BETTING AGAINST THE HOUSE
The only thing crazier than buying in a bubble? Gambling on when it's going to pop.
By Justin Fox

(FORTUNE Magazine) – AS ANY LONDONER WITH A LICK OF sense will tell you, house prices in the British capital--up 200% over the past decade--are overdue for a correction. And thanks to the miracle of modern derivatives markets, London's real estate pessimists can, unlike their sadly disadvantaged counterparts in New York City or Los Angeles, put their money where their fears are by hedging their houses with warrants that will pay off if British housing prices drop.

Only ... Londoners aren't buying. Trading in the put warrants on the London Stock Exchange is scant, and prices have dropped steadily since they were issued last year. "People in London are all saying the bubble has peaked and it's going down," says Yale economist Robert Shiller, who plans to introduce similar securities in the U.S. "But they don't do anything about it."

Can you really blame them? Pessimists have been warning for years that house prices can't keep rising at their current torrid pace--15.1% a year in the U.S., according to the National Association of Realtors. Someday they will be proved right. But ever since the Dutch went nuts over tulip bulbs in the 1630s, figuring out when a bubble will burst has proved a task too difficult for even the finest minds (and finest computers). The end may be inevitable, but there's no telling when or how it will occur.

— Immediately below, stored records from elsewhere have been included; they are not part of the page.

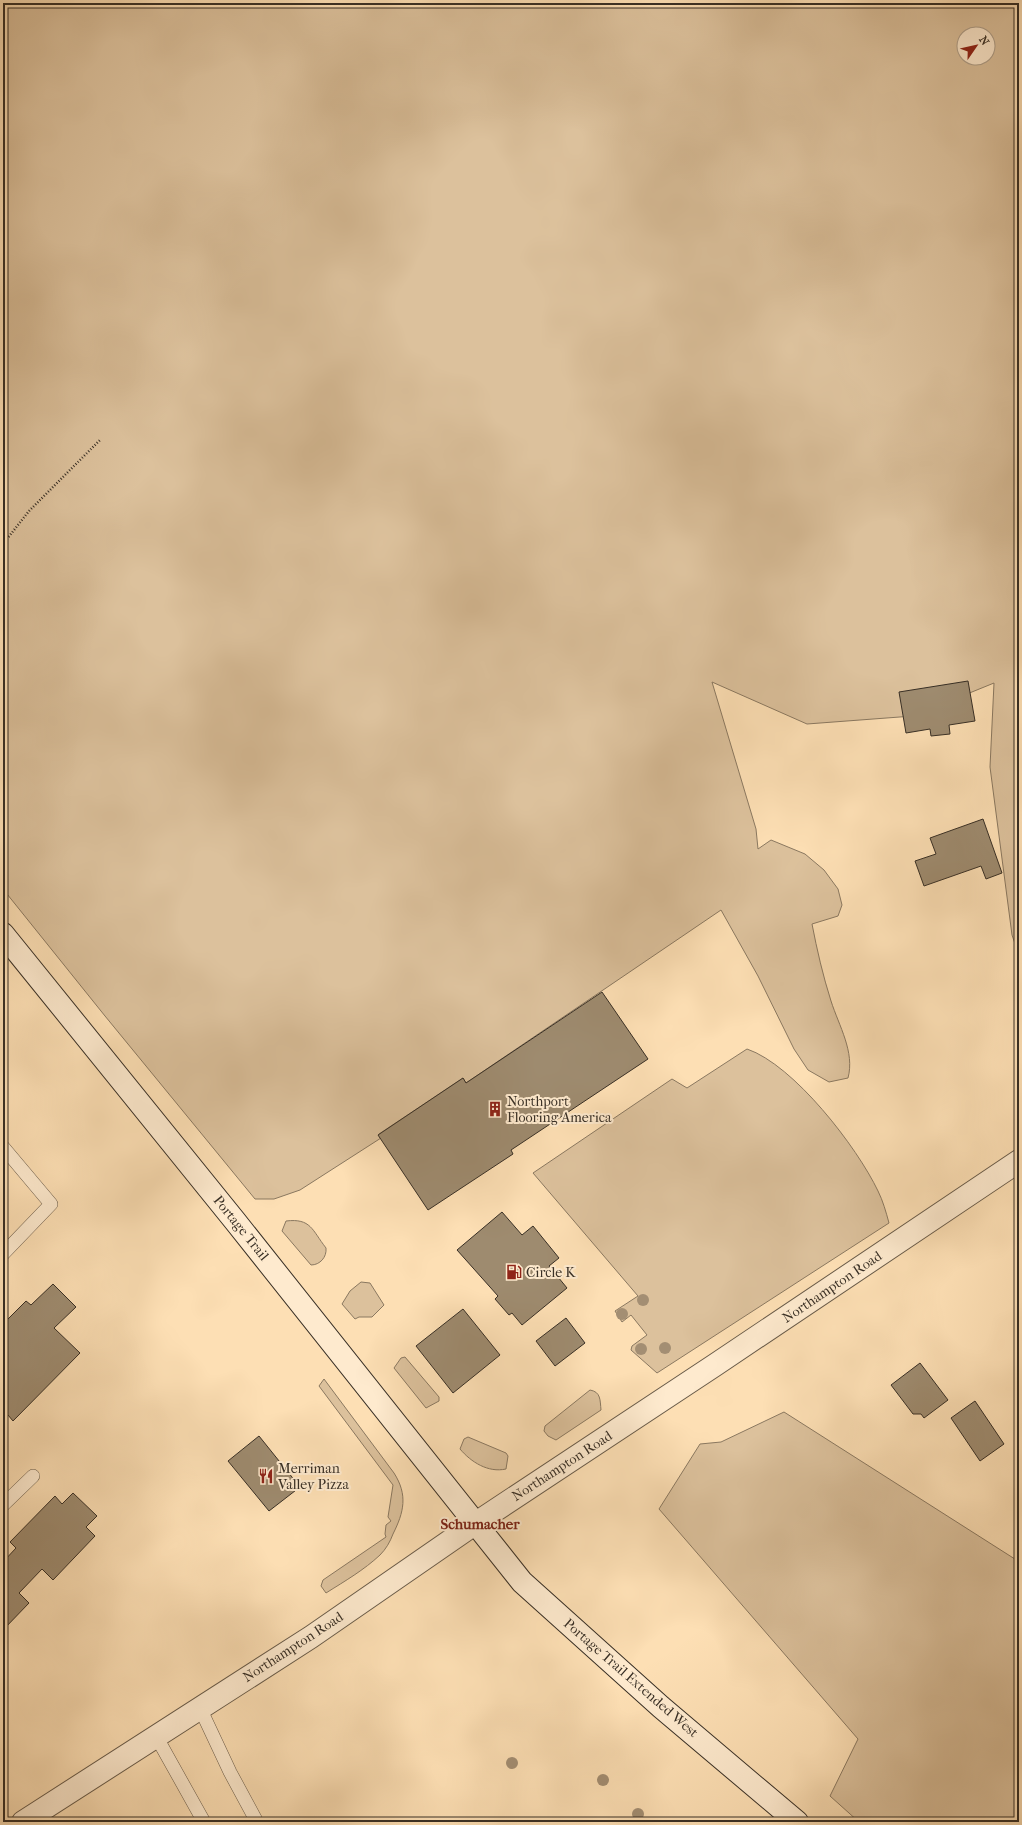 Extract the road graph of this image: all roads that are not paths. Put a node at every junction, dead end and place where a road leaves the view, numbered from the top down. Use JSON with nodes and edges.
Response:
{"nodes":[{"id":1,"x":3,"y":934,"type":"edge"},
{"id":2,"x":3,"y":1147,"type":"edge"},
{"id":3,"x":1019,"y":1161,"type":"edge"},
{"id":4,"x":3,"y":1254,"type":"edge"},
{"id":5,"x":33,"y":1476,"type":"dead end"},
{"id":6,"x":3,"y":1505,"type":"edge"},
{"id":7,"x":476,"y":1523,"type":"junction"},
{"id":8,"x":200,"y":1708,"type":"junction"},
{"id":9,"x":156,"y":1736,"type":"junction"},
{"id":10,"x":23,"y":1822,"type":"edge"},
{"id":11,"x":204,"y":1822,"type":"edge"},
{"id":12,"x":257,"y":1822,"type":"edge"},
{"id":13,"x":797,"y":1822,"type":"edge"}],
"edges":[{"from":1,"to":7,"type":"street","name":"Portage Trail"},
{"from":2,"to":4,"type":"lane"},
{"from":3,"to":7,"type":"street","name":"Northampton Road"},
{"from":5,"to":6,"type":"lane"},
{"from":7,"to":8,"type":"street","name":"Northampton Road"},
{"from":7,"to":13,"type":"street","name":"Portage Trail Extended West"},
{"from":8,"to":9,"type":"street","name":"Northampton Road"},
{"from":8,"to":12,"type":"lane"},
{"from":9,"to":10,"type":"street","name":"Northampton Road"},
{"from":9,"to":11,"type":"lane"}]} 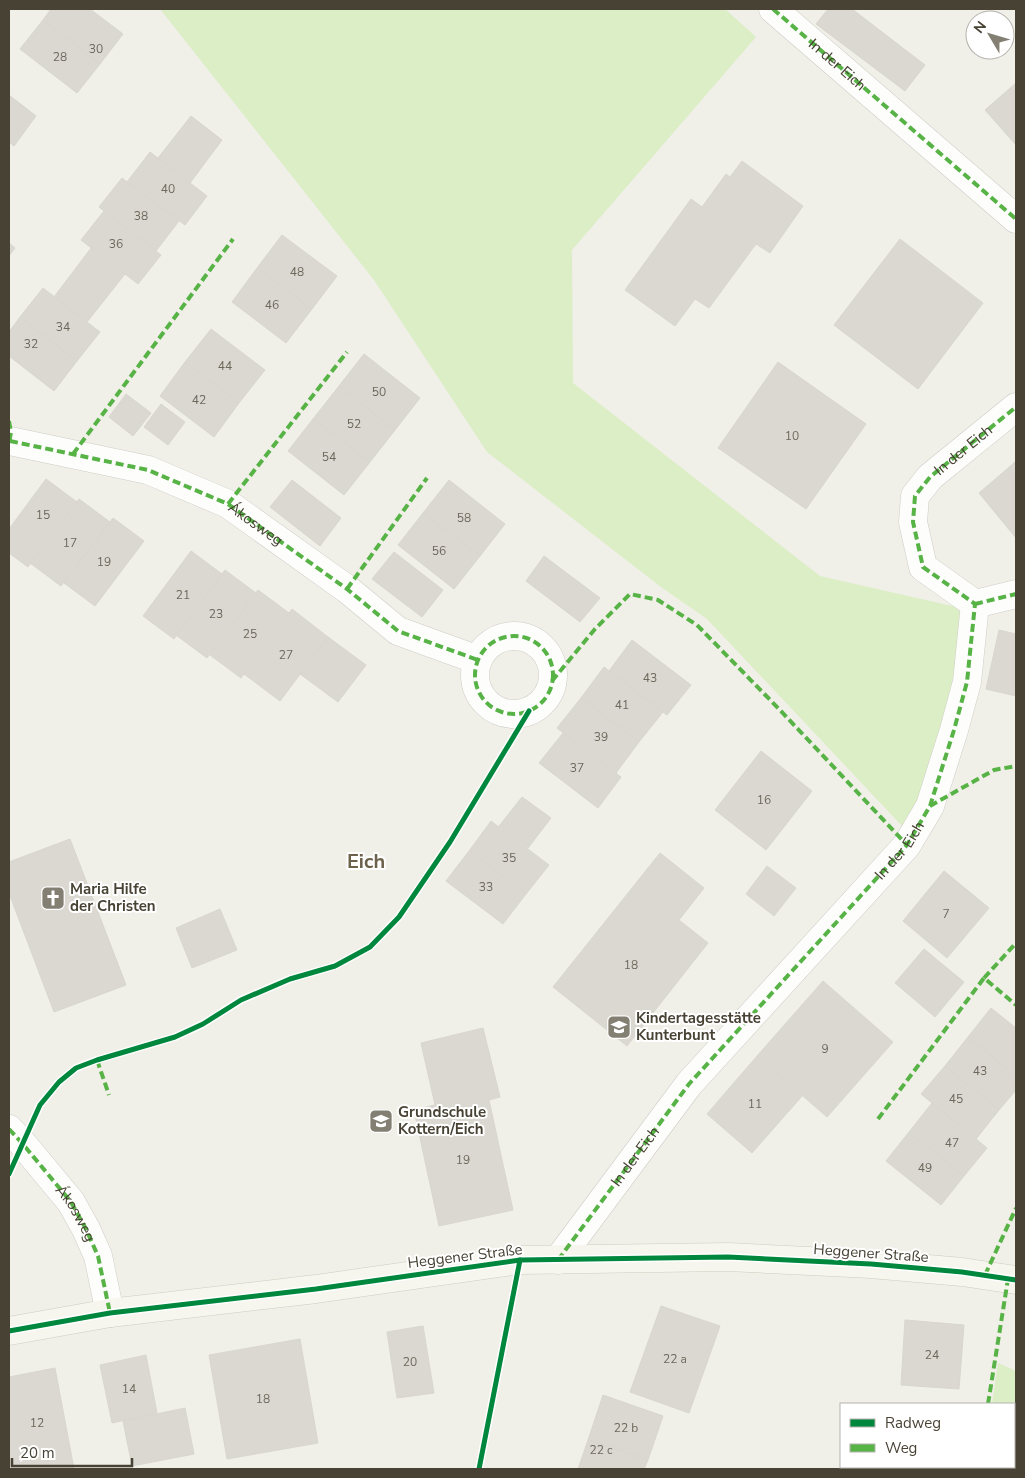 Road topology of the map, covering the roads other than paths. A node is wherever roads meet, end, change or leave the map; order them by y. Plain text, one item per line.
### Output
1 (773, 9) edge
2 (1016, 219) edge
3 (1016, 407) edge
4 (9, 435) edge
5 (1016, 594) edge
6 (976, 604) junction
7 (478, 660) dead end
8 (9, 1129) edge
9 (558, 1260) junction
10 (1016, 1280) edge
11 (110, 1313) junction
12 (9, 1331) edge

1 - 2 street, In der Eich
3 - 6 street, In der Eich
4 - 7 street, Ákosweg
5 - 6 street
6 - 9 street, In der Eich
8 - 11 street, Ákosweg
9 - 10 street, Heggener Straße
9 - 11 street, Heggener Straße
11 - 12 street, Heggener Straße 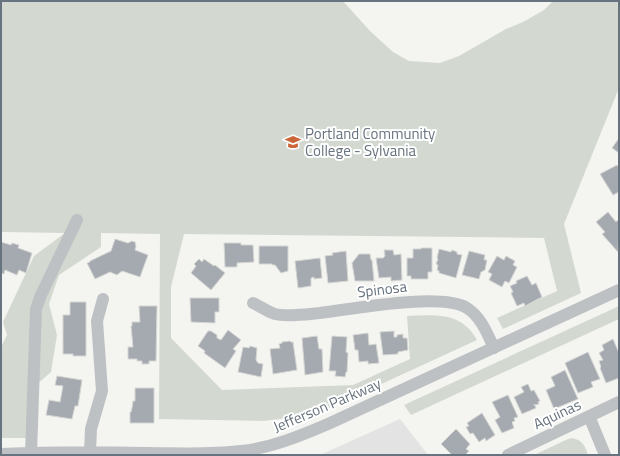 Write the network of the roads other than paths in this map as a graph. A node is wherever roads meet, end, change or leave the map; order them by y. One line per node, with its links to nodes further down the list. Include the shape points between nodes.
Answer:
1 (77, 220): 9 (street, via 36,309)
2 (619, 290): 5 (street, Jefferson Parkway)
3 (103, 299): 8 (street, via 97,321 102,391 91,429)
4 (253, 303): 5 (street, Spinosa, via 275,314 303,315 416,301 461,305 478,318)
5 (494, 348): 10 (street, Jefferson Parkway, via 306,434)
6 (619, 402): 7 (street, Aquinas)
7 (589, 416): 12 (street, Aquinas); 13 (street)
8 (90, 452): 9 (street, Jefferson Parkway); 10 (street, Jefferson Parkway)
9 (31, 453): 11 (street, Jefferson Parkway)
10 (242, 453)
11 (1, 454)
12 (508, 455)
13 (605, 455) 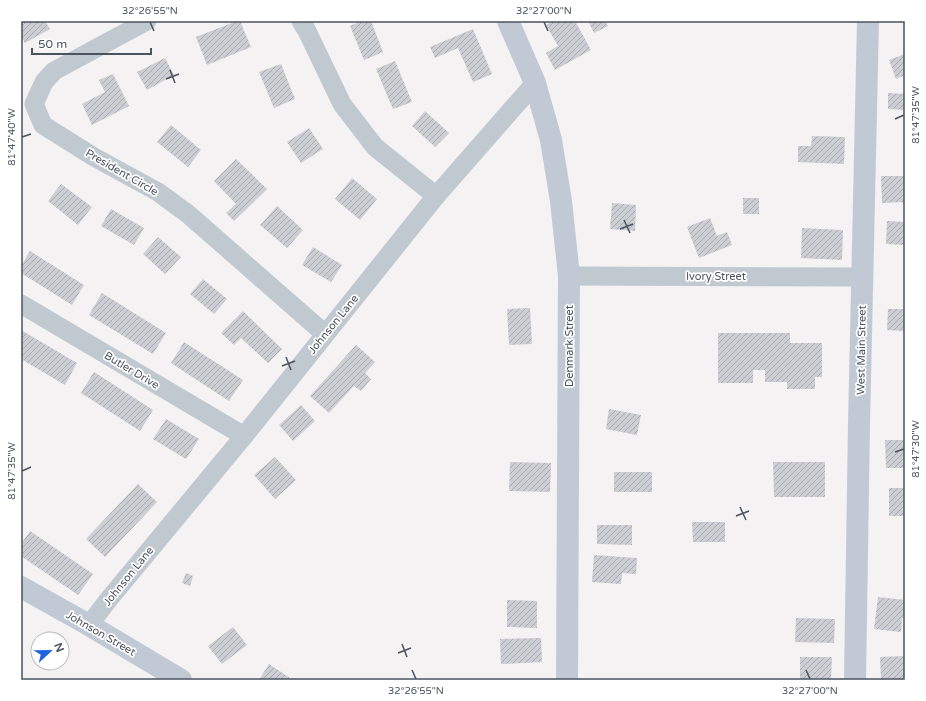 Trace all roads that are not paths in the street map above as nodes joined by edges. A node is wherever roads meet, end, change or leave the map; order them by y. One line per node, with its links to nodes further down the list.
1 (147, 21): 10 (street, President Circle)
2 (301, 21): 6 (street)
3 (508, 21): 5 (street, Denmark Street)
4 (868, 21): 8 (street, West Main Street)
5 (535, 83): 6 (street, Johnson Lane); 7 (street, Denmark Street)
6 (436, 196): 10 (street, Johnson Lane)
7 (569, 276): 8 (street, Ivory Street); 15 (street, Denmark Street)
8 (862, 276): 16 (street, West Main Street)
9 (21, 304): 11 (street, Butler Drive)
10 (325, 334): 11 (street, Johnson Lane)
11 (244, 436): 13 (street, Johnson Lane)
12 (21, 587): 13 (street, Johnson Street)
13 (89, 625): 14 (street, Johnson Street)
14 (181, 680)
15 (568, 680)
16 (855, 680)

This is the strange reality of financial bubbles. When one really gets going, the people who--correctly--warn that it won't go on can be wrong year after year after year. Meanwhile, the overenthusiastic, ill-informed sorts who cast such worries to the wind can get seriously rich. Conventional economic theory holds that market prices are set by prudent and rational buyers and sellers. When all the profits flow to the imprudent and the irrational, though, they set the prices--and economic laws temporarily cease to apply.

Yale's Shiller, the world's leading expert on asset prices gone wild, argues that this is happening in real estate markets right now. The second edition of his bestseller, Irrational Exuberance, includes a new chapter making the case that we are in a housing bubble. But there's still that pesky question of when it all will end. At least part of Shiller's stellar reputation these days can be attributed to the fortunate coincidence that the first edition of his book hit stores just as stock prices peaked in March 2000. "When I came out with the second edition, I was wondering if I would be as lucky in timing the real estate market," Shiller says. "I don't think I will be. Real estate in the U.S. has enough upward momentum to keep going for a while."

At a conference on behavioral finance put on in May by Yale's School of Management, Shiller delivered a keynote speech on the parallels between the stock bubble of the 1990s and the real estate craziness of today. Tellingly, though, the rest of the day's discussions barely touched on bubbles at all. It's not that the assembled Yale professors, Wall Street traders, and hedge fund managers disagreed with Shiller's arguments. It's just that they have come to despair of finding a reliable way to make money off the periodic insanities of the markets.

In the late 1990s, for example, there was no shortage of smart Wall Streeters who thought the stock market was overvalued. But those who bet against stocks too early were wiped out, or at least lost clients by the boatload. As a result, markets came to be dominated not by smart Wall Streeters but by the nitwits who thought prices would go up forever. Until, as was inevitable, prices stopped rising.

Why was this inevitable? Because an asset derives its true value from the income that it will throw off in the future. With a stock that means, strictly speaking, the dividends it pays. With an owner-occupied house, it's what economists call "imputed rent"--what you would have to pay to rent an equivalent house.

This means that growth in asset prices cannot sustainably outstrip economic growth, because profits and rents tend over time to rise in step with--or often a couple of steps behind--the economy as a whole. Assets can sometimes be revalued upward when investors reassess the riskiness of those income flows, as seems to have happened with stocks during the second half of the 20th century. But that's a one-time jump. Asset prices simply cannot keep growing faster than the economy ad infinitum.

To bring the argument back to houses: In many U.S. markets today, the monthly cost of buying a house is significantly higher than the monthly rent on an equivalent house. So by the "imputed rent" test, it makes no sense to buy. People buy anyway because they assume that house prices will keep rising, meaning they can sell out later for a profit. That of course requires that another buyer will come along who also assumes that prices will keep rising, which will require yet another such optimistic buyer down the road, and so on, and so on. This happens to be the definition of a Ponzi scheme.

In reality, the long-run rate of housing price appreciation in the U.S. and elsewhere dramatically trails economic growth. That's because, over time, the main determinant of house prices has been building costs, and as the productivity of the construction industry has risen, inflation-adjusted costs have dropped. In the most expensive real estate markets today it is land scarcity that is driving prices up. But that can't go on forever: At a certain point the high price of land will drive away the very economic activity that made the land valuable.

In other words, this real estate market craziness cannot continue. But to make a bet about when it's going to end--now that would be really crazy.